Segundo o órgão, "alguns desses projetos sofreram atraso por conta da etapa de estudos ambientais", que são de responsabilidade da Fundação Estadual de Proteção Ambiental (Fepam), órgão do governo estadual do Rio Grande do Sul.
O Ministério das Cidades disse ainda que apenas as obras de macrodrenagem da bacia do Arroio da Areia — projeto que já está em execução — migrou para o Novo PAC e conclusão do empreendimento está prevista para dezembro de 2025.
A pasta não deixou claro se haverá uma nova prorrogação do contrato, pois atualmente a previsão de fim da vigência é dezembro de 2024. Até hoje, pouco mais da metade do valor do convênio, que começou em 2012, foi repassado.
O TCU informou que todos os projetos citados são financiados com recursos federais. Apenas no caso da macrodrenagem da bacia do Arroio da Areia há contrapartida do município de Porto Alegre. A prefeitura ainda não se manifestou sobre o atraso.
O governo do estado do Rio Grande do Sul, responsável pelos outros quatro projetos, disse que "todos os processos questionados estão tramitando, no entanto, houve a necessidade de reavaliação de prioridades e direcionamento de recursos devido a trocas de gestão na esfera federal e da calamidade pública da pandemia de Covid-19".
Hospital destruído pelas enchentes em no Canoas, Rio Grande do Sul
REUTERS/Diego Vara
Auditorias do TCU
O órgão de controle fez um relatório em 2019 sobre a obra na bacia do Arroio da Areia, em Porto Alegre, e já apontava risco de não cumprimento dos prazos. A previsão de conclusão era, até então, agosto de 2022.
"Como constatação, esse trabalho identificou a existência de atrasos, em especial na etapa de aprovação dos projetos, que podem vir a comprometer o prazo de entrega das obras, qual seja, 14/8/2022. Atualmente, o empreendimento se encontra em seu 15º mês de execução e apresenta apenas 6,05% de evolução, ao passo que o cronograma original previa, para o mesmo período, 27,96%", diz trecho do acórdão do TCU.
Em 2016, foi a vez de o TCU analisar o megaprojeto para controle de cheias do Rio Gravataí e do Arroio Feijó. O documento detalhou as etapas do empreendimento, em valores da época:
1ª Etapa: estudos de concepção e anteprojeto de engenharia (R$ 4 milhões);
2ª Etapa: estudos ambientais (R$ 1,5 milhão); e
3ª Etapa: detalhamento dos projetos e planos (R$ 4,5 milhões) e execução de obra (mais de R$ 210 milhões).
O TCU havia ressaltado que cláusulas do edital para a primeira etapa poderiam restringir a competitividade e encontrou outras falhas.
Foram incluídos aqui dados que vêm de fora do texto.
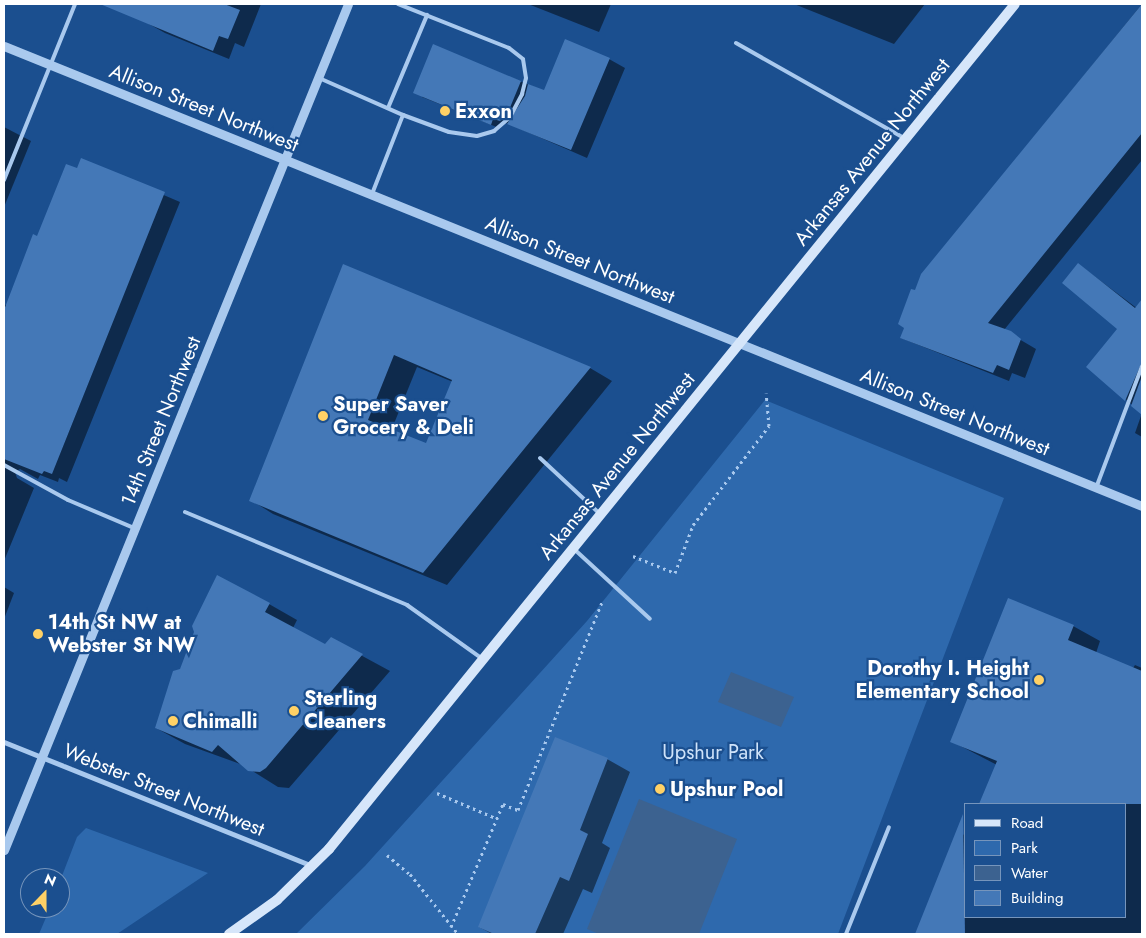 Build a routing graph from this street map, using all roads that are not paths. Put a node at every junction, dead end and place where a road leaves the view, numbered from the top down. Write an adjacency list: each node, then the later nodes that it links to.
1 (75, 4): 8 (lane)
2 (348, 4): 9 (street, 14th Street Northwest)
3 (398, 4): 5 (lane)
4 (1015, 4): 12 (main road, Arkansas Avenue Northwest)
5 (427, 15): 10 (lane); 11 (lane)
6 (736, 43): 12 (lane)
7 (4, 46): 8 (street, Allison Street Northwest)
8 (51, 65): 13 (street, Allison Street Northwest); 14 (lane)
9 (319, 78): 10 (lane); 13 (street, 14th Street Northwest)
10 (388, 108): 11 (lane)
11 (403, 115): 15 (lane)
12 (906, 139): 16 (main road, Arkansas Avenue Northwest)
13 (285, 160): 15 (street, Allison Street Northwest); 24 (street, 14th Street Northwest)
14 (4, 180)
15 (372, 195): 16 (street, Allison Street Northwest)
16 (739, 344): 20 (street, Allison Street Northwest); 23 (main road, Arkansas Avenue Northwest)
17 (1142, 366): 20 (lane)
18 (540, 458): 23 (lane)
19 (4, 465): 24 (lane)
20 (1096, 488): 21 (street, Allison Street Northwest)
21 (1142, 506)
22 (185, 512): 27 (lane)
23 (600, 514): 25 (main road, Arkansas Avenue Northwest)
24 (136, 529): 29 (street, 14th Street Northwest)
25 (573, 548): 26 (lane); 27 (main road, Arkansas Avenue Northwest)
26 (650, 619)
27 (483, 660): 32 (main road, Arkansas Avenue Northwest)
28 (4, 742): 29 (street, Webster Street Northwest)
29 (40, 757): 31 (street, 14th Street Northwest); 32 (street, Webster Street Northwest)
30 (888, 826): 34 (lane)
31 (4, 850)
32 (313, 866): 33 (main road, Arkansas Avenue Northwest)
33 (229, 934)
34 (846, 934)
Mas o órgão decidiu fazer alertas para as áreas responsáveis no governo gaúcho e deixou o processo seguir.
Até hoje, em 2024, o projeto só passou pelas duas primeiras etapas.
A Fundação Estadual de Planejamento Metropolitano e Regional (Metroplan) já apontava, em 2016, que houve prejuízos com a cheia do rio Gravataí entre agosto e setembro de 2013, especialmente na região metropolitana de Porto Alegre.
"Essa população ribeirinha, de baixo poder aquisitivo e grande vulnerabilidade, é afetada com grande frequência pelas inundações, agravando ainda mais as suas condições sociais e econômicas, mantendo ainda mais distante do padrão econômico e social do restante da RMPA [região metropolitana", dizia o documento de quase oito anos atrás.